(Dataset entries)
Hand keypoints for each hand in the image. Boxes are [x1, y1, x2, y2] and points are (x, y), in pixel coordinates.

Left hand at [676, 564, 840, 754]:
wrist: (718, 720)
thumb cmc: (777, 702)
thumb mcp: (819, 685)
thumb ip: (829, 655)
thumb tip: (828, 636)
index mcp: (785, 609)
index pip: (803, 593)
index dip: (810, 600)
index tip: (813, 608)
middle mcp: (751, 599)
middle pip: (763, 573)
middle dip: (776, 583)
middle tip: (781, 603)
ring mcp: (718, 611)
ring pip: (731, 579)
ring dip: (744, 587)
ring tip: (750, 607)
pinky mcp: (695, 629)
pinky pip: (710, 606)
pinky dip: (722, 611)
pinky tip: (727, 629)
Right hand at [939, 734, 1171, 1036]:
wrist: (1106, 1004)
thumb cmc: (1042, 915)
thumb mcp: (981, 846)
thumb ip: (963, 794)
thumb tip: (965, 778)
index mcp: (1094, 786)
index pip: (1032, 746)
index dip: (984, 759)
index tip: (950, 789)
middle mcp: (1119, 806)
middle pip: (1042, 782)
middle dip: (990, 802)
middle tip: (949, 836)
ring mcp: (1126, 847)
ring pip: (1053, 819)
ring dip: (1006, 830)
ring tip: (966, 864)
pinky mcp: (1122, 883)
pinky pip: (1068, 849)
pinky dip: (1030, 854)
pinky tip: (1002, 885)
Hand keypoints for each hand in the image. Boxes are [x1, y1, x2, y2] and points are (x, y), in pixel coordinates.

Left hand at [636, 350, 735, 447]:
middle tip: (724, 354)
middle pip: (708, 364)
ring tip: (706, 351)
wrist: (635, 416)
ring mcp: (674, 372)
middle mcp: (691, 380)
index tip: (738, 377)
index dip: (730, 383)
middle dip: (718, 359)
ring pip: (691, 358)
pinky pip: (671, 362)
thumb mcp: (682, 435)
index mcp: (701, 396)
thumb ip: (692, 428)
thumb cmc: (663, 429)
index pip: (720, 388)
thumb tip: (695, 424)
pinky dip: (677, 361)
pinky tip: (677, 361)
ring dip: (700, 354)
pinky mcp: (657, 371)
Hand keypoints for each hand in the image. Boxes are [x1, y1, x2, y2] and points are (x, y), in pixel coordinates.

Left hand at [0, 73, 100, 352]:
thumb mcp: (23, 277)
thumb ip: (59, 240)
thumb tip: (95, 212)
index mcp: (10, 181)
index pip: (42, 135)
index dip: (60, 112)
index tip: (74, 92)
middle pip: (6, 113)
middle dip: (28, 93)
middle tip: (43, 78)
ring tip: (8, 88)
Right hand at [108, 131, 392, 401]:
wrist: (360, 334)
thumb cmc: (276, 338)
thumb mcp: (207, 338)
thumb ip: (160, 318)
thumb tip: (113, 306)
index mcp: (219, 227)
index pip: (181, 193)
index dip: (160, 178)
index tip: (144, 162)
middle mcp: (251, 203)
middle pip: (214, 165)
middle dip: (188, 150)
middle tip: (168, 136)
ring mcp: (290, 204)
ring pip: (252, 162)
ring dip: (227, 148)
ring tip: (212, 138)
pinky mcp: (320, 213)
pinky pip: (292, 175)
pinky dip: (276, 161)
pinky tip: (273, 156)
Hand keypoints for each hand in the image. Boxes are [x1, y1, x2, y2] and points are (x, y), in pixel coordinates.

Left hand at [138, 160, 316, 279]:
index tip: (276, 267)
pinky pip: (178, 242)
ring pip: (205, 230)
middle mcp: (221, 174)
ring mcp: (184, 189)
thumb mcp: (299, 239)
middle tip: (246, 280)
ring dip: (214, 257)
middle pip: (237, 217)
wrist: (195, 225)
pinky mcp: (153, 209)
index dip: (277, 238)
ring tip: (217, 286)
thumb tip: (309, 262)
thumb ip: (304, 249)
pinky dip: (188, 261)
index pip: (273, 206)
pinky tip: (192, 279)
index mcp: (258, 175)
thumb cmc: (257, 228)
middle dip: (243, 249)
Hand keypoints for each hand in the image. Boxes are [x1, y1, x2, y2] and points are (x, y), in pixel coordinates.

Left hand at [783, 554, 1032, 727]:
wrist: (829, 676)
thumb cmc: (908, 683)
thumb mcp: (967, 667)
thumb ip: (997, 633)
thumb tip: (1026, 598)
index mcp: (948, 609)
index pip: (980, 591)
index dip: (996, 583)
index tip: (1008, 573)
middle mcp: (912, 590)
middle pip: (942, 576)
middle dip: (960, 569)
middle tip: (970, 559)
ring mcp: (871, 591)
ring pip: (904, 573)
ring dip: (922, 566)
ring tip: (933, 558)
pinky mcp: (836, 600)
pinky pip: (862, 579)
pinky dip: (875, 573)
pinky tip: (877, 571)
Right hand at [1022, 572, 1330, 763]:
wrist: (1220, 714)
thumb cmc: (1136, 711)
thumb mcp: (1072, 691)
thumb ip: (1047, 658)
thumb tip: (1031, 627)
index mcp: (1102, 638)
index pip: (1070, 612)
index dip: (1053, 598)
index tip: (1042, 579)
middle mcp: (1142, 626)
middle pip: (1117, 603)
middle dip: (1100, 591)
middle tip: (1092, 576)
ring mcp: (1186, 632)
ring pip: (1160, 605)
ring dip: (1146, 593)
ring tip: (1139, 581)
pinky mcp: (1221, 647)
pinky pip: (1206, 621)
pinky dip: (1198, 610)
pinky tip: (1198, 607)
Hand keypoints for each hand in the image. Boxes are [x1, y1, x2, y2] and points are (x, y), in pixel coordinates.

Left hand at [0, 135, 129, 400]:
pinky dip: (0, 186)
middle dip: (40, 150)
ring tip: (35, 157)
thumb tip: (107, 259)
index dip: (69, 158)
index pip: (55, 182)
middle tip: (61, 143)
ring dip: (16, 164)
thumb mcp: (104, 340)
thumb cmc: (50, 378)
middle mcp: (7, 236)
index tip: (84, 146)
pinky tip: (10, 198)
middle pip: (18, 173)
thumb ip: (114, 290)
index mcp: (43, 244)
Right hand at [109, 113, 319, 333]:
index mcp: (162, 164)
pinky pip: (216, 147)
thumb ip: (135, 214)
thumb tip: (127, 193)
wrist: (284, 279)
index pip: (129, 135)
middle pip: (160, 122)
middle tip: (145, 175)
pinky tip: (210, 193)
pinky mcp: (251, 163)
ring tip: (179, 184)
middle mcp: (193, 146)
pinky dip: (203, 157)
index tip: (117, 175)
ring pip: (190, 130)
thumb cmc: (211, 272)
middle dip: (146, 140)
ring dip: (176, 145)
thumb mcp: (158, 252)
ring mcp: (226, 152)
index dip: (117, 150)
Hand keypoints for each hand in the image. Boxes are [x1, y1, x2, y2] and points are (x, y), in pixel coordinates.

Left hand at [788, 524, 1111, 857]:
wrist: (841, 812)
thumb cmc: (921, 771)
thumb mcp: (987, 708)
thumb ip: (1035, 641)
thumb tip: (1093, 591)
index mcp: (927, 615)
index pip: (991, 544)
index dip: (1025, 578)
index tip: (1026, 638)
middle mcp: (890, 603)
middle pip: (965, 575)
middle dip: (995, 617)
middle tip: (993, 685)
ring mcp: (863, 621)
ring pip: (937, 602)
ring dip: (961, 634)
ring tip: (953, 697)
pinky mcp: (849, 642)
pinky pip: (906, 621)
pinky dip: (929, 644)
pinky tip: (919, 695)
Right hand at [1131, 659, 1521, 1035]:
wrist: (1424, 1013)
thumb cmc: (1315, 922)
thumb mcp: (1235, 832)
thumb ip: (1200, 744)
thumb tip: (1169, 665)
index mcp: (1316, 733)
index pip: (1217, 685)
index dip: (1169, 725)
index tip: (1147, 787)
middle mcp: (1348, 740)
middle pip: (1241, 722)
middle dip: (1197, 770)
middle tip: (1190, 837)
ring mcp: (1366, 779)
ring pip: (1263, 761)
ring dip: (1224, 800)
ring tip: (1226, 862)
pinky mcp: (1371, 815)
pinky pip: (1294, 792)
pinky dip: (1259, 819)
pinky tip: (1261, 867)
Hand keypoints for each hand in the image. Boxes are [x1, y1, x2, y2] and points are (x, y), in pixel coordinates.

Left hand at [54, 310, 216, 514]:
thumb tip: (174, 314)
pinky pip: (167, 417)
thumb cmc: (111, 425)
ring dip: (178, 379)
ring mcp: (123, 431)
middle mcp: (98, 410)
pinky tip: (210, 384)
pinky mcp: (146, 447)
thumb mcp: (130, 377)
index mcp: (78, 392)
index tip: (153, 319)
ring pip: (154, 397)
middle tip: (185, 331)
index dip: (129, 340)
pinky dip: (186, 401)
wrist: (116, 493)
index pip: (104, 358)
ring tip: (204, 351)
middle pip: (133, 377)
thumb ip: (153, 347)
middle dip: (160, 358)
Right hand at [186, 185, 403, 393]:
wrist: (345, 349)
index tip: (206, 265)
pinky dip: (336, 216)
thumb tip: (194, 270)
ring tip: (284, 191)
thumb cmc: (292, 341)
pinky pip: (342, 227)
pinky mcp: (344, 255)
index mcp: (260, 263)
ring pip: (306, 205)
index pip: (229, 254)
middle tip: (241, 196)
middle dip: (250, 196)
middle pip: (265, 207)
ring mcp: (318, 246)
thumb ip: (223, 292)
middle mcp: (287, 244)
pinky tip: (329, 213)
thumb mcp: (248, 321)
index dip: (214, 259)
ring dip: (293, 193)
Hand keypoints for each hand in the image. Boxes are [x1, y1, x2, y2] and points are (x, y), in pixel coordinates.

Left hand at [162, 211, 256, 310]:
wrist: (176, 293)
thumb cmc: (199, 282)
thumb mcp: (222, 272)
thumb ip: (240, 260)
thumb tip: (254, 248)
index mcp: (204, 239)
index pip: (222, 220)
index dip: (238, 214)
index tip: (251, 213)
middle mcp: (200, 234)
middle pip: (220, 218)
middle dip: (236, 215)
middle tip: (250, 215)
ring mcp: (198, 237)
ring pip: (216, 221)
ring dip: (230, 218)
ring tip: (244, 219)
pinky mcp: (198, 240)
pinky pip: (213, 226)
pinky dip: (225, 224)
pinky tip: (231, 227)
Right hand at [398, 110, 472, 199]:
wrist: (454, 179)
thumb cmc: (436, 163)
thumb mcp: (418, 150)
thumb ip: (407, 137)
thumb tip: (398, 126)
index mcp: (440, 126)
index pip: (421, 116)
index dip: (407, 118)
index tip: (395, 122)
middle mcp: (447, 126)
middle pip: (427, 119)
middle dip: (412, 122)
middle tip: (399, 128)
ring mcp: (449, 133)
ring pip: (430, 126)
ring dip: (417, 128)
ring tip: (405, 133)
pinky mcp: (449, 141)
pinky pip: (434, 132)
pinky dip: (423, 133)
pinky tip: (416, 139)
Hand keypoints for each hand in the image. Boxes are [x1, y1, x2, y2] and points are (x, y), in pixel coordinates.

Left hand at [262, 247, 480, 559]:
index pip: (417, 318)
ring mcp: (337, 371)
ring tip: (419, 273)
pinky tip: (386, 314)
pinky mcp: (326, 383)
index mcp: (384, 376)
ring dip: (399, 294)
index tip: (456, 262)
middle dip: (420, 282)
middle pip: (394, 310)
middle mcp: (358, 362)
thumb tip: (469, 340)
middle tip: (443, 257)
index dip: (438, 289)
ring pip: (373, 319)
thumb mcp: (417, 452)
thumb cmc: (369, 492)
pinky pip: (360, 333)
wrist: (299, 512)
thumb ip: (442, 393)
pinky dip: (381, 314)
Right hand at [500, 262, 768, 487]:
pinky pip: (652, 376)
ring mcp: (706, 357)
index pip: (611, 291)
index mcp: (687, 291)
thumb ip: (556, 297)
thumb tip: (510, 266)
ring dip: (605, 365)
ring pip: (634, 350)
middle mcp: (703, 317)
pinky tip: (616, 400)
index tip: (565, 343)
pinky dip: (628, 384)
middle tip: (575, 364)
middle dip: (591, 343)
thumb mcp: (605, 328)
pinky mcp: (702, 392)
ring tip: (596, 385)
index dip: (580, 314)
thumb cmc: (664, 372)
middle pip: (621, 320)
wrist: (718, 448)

- _Assignment_
Where does the word "Left" appear in the records? Copy every line that holds it.

- _Answer to this exercise_
Left hand at [676, 564, 840, 754]:
Left hand at [636, 350, 735, 447]:
Left hand at [0, 73, 100, 352]:
Left hand at [138, 160, 316, 279]:
Left hand at [783, 554, 1032, 727]:
Left hand at [0, 135, 129, 400]:
Left hand at [788, 524, 1111, 857]:
Left hand at [54, 310, 216, 514]:
Left hand at [162, 211, 256, 310]:
Left hand at [262, 247, 480, 559]:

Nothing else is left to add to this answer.